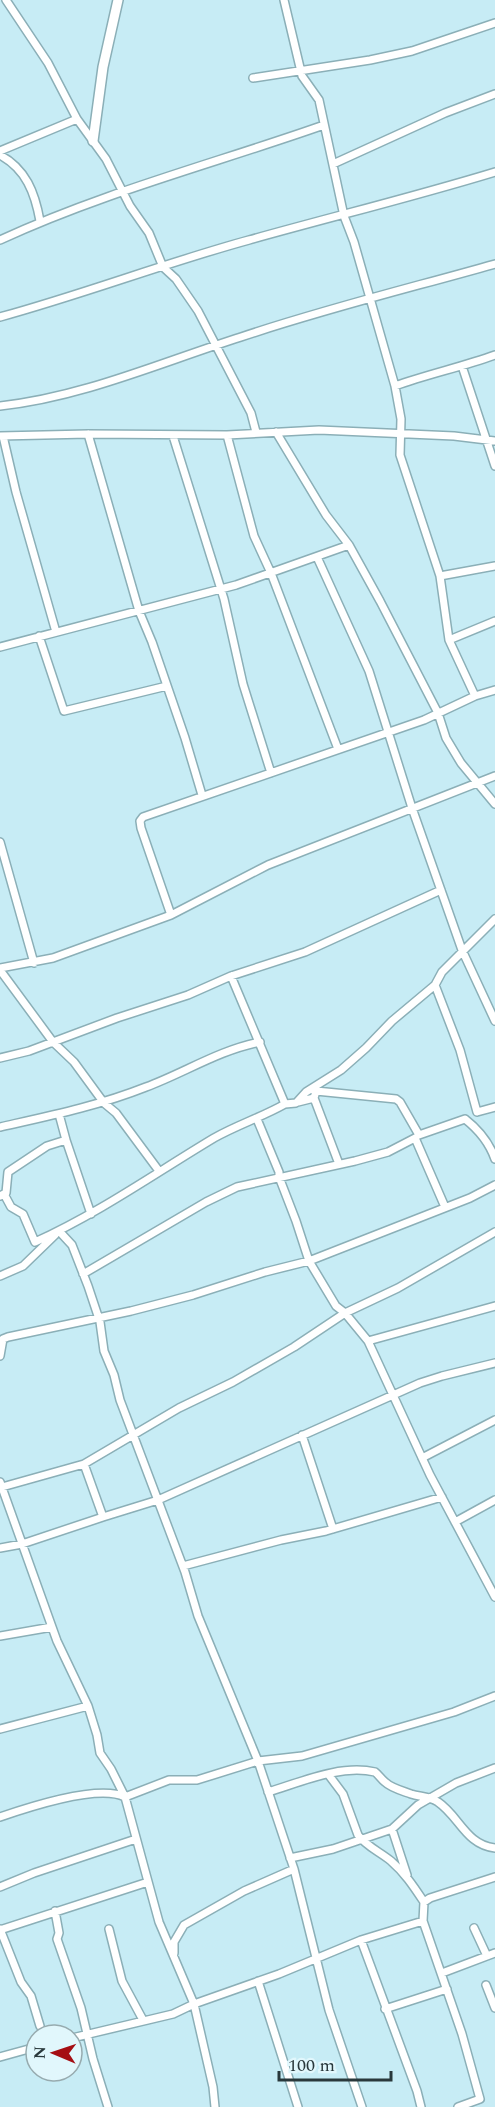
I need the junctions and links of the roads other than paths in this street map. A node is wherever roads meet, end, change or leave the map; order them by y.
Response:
1 (6, 0) edge
2 (118, 0) edge
3 (284, 0) edge
4 (495, 23) edge
5 (300, 71) junction
6 (253, 78) dead end
7 (495, 94) edge
8 (77, 119) junction
9 (324, 125) junction
10 (93, 141) junction
11 (0, 153) edge
12 (333, 164) junction
13 (495, 172) edge
14 (123, 192) junction
15 (344, 216) junction
16 (40, 221) junction
17 (0, 240) edge
18 (495, 264) edge
19 (163, 267) junction
20 (370, 300) junction
21 (0, 317) edge
22 (216, 345) junction
23 (495, 355) edge
24 (462, 366) junction
25 (395, 386) junction
26 (0, 405) edge
27 (256, 432) junction
28 (276, 432) junction
29 (400, 433) junction
30 (88, 434) junction
31 (173, 435) junction
32 (227, 435) junction
33 (2, 436) edge
34 (486, 441) junction
35 (495, 441) edge
36 (495, 466) edge
37 (349, 545) junction
38 (317, 556) junction
39 (495, 566) edge
40 (271, 573) junction
41 (441, 576) junction
42 (220, 589) junction
43 (139, 610) junction
44 (495, 621) edge
45 (56, 632) junction
46 (39, 636) junction
47 (449, 640) junction
48 (0, 647) edge
49 (167, 686) junction
50 (495, 690) edge
51 (475, 696) junction
52 (438, 713) junction
53 (387, 732) junction
54 (338, 749) junction
55 (271, 773) junction
56 (495, 776) edge
57 (477, 782) junction
58 (202, 795) junction
59 (495, 804) edge
60 (412, 808) junction
61 (0, 842) edge
62 (441, 890) junction
63 (171, 915) junction
64 (495, 919) edge
65 (462, 950) junction
66 (34, 963) junction
67 (0, 969) edge
68 (231, 976) junction
69 (435, 985) junction
70 (495, 1021) edge
71 (53, 1042) junction
72 (260, 1042) junction
73 (0, 1058) edge
74 (314, 1098) junction
75 (104, 1103) junction
76 (296, 1103) junction
77 (285, 1104) junction
78 (495, 1107) edge
79 (59, 1114) junction
80 (257, 1119) junction
81 (465, 1119) junction
82 (0, 1127) edge
83 (415, 1138) junction
84 (66, 1140) junction
85 (495, 1159) edge
86 (339, 1164) junction
87 (159, 1171) junction
88 (279, 1177) junction
89 (495, 1185) edge
90 (2, 1195) edge
91 (445, 1207) junction
92 (91, 1214) junction
93 (59, 1231) junction
94 (495, 1232) edge
95 (309, 1262) junction
96 (83, 1274) junction
97 (0, 1276) edge
98 (495, 1306) edge
99 (345, 1313) junction
100 (98, 1317) junction
101 (368, 1341) junction
102 (0, 1356) edge
103 (495, 1363) edge
104 (393, 1395) junction
105 (495, 1420) edge
106 (134, 1434) junction
107 (302, 1435) junction
108 (422, 1458) junction
109 (84, 1464) junction
110 (1, 1484) edge
111 (442, 1497) junction
112 (158, 1500) junction
113 (495, 1501) edge
114 (103, 1517) junction
115 (455, 1522) junction
116 (333, 1528) junction
117 (22, 1544) junction
118 (0, 1548) edge
119 (183, 1566) junction
120 (495, 1597) edge
121 (52, 1627) junction
122 (0, 1636) edge
123 (495, 1696) edge
124 (88, 1706) junction
125 (0, 1729) edge
126 (258, 1761) junction
127 (495, 1768) edge
128 (328, 1774) junction
129 (268, 1792) junction
130 (125, 1797) junction
131 (432, 1798) junction
132 (0, 1817) edge
133 (392, 1828) junction
134 (136, 1839) junction
135 (362, 1840) junction
136 (495, 1848) edge
137 (290, 1858) junction
138 (294, 1869) junction
139 (407, 1877) junction
140 (495, 1877) edge
141 (148, 1882) junction
142 (0, 1887) edge
143 (424, 1902) junction
144 (55, 1911) junction
145 (423, 1921) junction
146 (474, 1928) dead end
147 (0, 1929) edge
148 (109, 1929) dead end
149 (361, 1940) junction
150 (495, 1953) edge
151 (487, 1956) junction
152 (316, 1958) junction
153 (175, 1962) junction
154 (442, 1973) junction
155 (258, 1981) junction
156 (486, 1985) dead end
157 (447, 1989) junction
158 (194, 2004) junction
159 (385, 2008) junction
160 (495, 2008) edge
161 (143, 2020) junction
162 (39, 2023) edge
163 (87, 2034) junction
164 (84, 2035) edge
165 (24, 2050) edge
166 (0, 2057) edge
167 (108, 2107) edge
168 (214, 2107) edge
169 (298, 2107) edge
170 (362, 2107) edge
171 (421, 2107) edge
172 (458, 2107) edge

1 - 8 street
2 - 10 street
3 - 5 street
4 - 5 street
5 - 6 street
5 - 9 street
7 - 12 street
8 - 10 street
8 - 11 street
9 - 12 street
9 - 14 street
10 - 14 street
11 - 16 street
12 - 15 street
13 - 15 street
14 - 16 street
14 - 19 street
15 - 19 street
15 - 20 street
16 - 17 street
18 - 20 street
19 - 21 street
19 - 22 street
20 - 22 street
20 - 25 street
22 - 26 street
22 - 27 street
23 - 24 street
24 - 25 street
24 - 34 street
25 - 29 street
27 - 28 street
27 - 32 street
28 - 29 street
28 - 37 street
29 - 34 street
29 - 41 street
30 - 31 street
30 - 33 street
30 - 43 street
31 - 32 street
31 - 42 street
32 - 40 street
33 - 45 street
34 - 35 street
34 - 36 street
37 - 38 street
37 - 52 street
38 - 40 street
38 - 53 street
39 - 41 street
40 - 42 street
40 - 54 street
41 - 47 street
42 - 43 street
42 - 55 street
43 - 45 street
43 - 49 street
44 - 47 street
45 - 46 street
46 - 48 street
46 - 49 street
47 - 51 street
49 - 58 street
50 - 51 street
51 - 52 street
52 - 53 street
52 - 57 street
53 - 54 street
53 - 60 street
54 - 55 street
55 - 58 street
56 - 57 street
57 - 59 street
57 - 60 street
58 - 63 street
60 - 62 street
60 - 63 street
61 - 66 street
62 - 65 street
62 - 68 street
63 - 66 street
64 - 65 street
65 - 69 street
65 - 70 street
66 - 67 street
67 - 71 street
68 - 71 street
68 - 72 street
69 - 76 street
69 - 78 street
71 - 73 street
71 - 75 street
72 - 75 street
72 - 77 street
74 - 76 street
74 - 81 street
74 - 86 street
75 - 79 street
75 - 87 street
76 - 77 street
77 - 80 street
79 - 82 street
79 - 84 street
80 - 87 street
80 - 88 street
81 - 83 street
81 - 85 street
83 - 86 street
83 - 91 street
84 - 90 street
84 - 92 street
86 - 88 street
87 - 92 street
88 - 95 street
88 - 96 street
89 - 91 street
90 - 93 street
91 - 95 street
92 - 93 street
93 - 96 street
93 - 97 street
94 - 99 street
95 - 99 street
95 - 100 street
96 - 100 street
98 - 101 street
99 - 101 street
99 - 106 street
100 - 102 street
100 - 106 street
101 - 104 street
103 - 104 street
104 - 107 street
104 - 108 street
105 - 108 street
106 - 109 street
106 - 112 street
107 - 112 street
107 - 116 street
108 - 111 street
109 - 110 street
109 - 114 street
110 - 117 street
111 - 115 street
111 - 116 street
112 - 114 street
112 - 119 street
113 - 115 street
114 - 117 street
115 - 120 street
116 - 119 street
117 - 118 street
117 - 121 street
119 - 126 street
121 - 122 street
121 - 124 street
123 - 126 street
124 - 125 street
124 - 130 street
126 - 129 street
126 - 130 street
127 - 131 street
128 - 129 street
128 - 131 street
128 - 135 street
129 - 137 street
130 - 132 street
130 - 134 street
131 - 133 street
131 - 136 street
133 - 135 street
133 - 139 street
134 - 141 street
134 - 142 street
135 - 137 street
135 - 139 street
137 - 138 street
138 - 152 street
138 - 153 street
139 - 143 street
140 - 143 street
141 - 144 street
141 - 153 street
143 - 145 street
144 - 147 street
144 - 163 street
145 - 149 street
145 - 154 street
146 - 151 street
147 - 162 street
148 - 161 street
149 - 152 street
149 - 159 street
150 - 151 street
151 - 154 street
152 - 155 street
152 - 170 street
153 - 158 street
154 - 157 street
155 - 158 street
155 - 169 street
156 - 160 street
157 - 159 street
157 - 172 street
158 - 161 street
158 - 168 street
159 - 171 street
161 - 163 street
163 - 164 street
163 - 167 street
165 - 166 street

————————

#### [WHAT THE EXERCISE ASKS]
Filter on the word "dead": copy each matching line from the entries above.

#### [TASK RESPONSE]
6 (253, 78) dead end
146 (474, 1928) dead end
148 (109, 1929) dead end
156 (486, 1985) dead end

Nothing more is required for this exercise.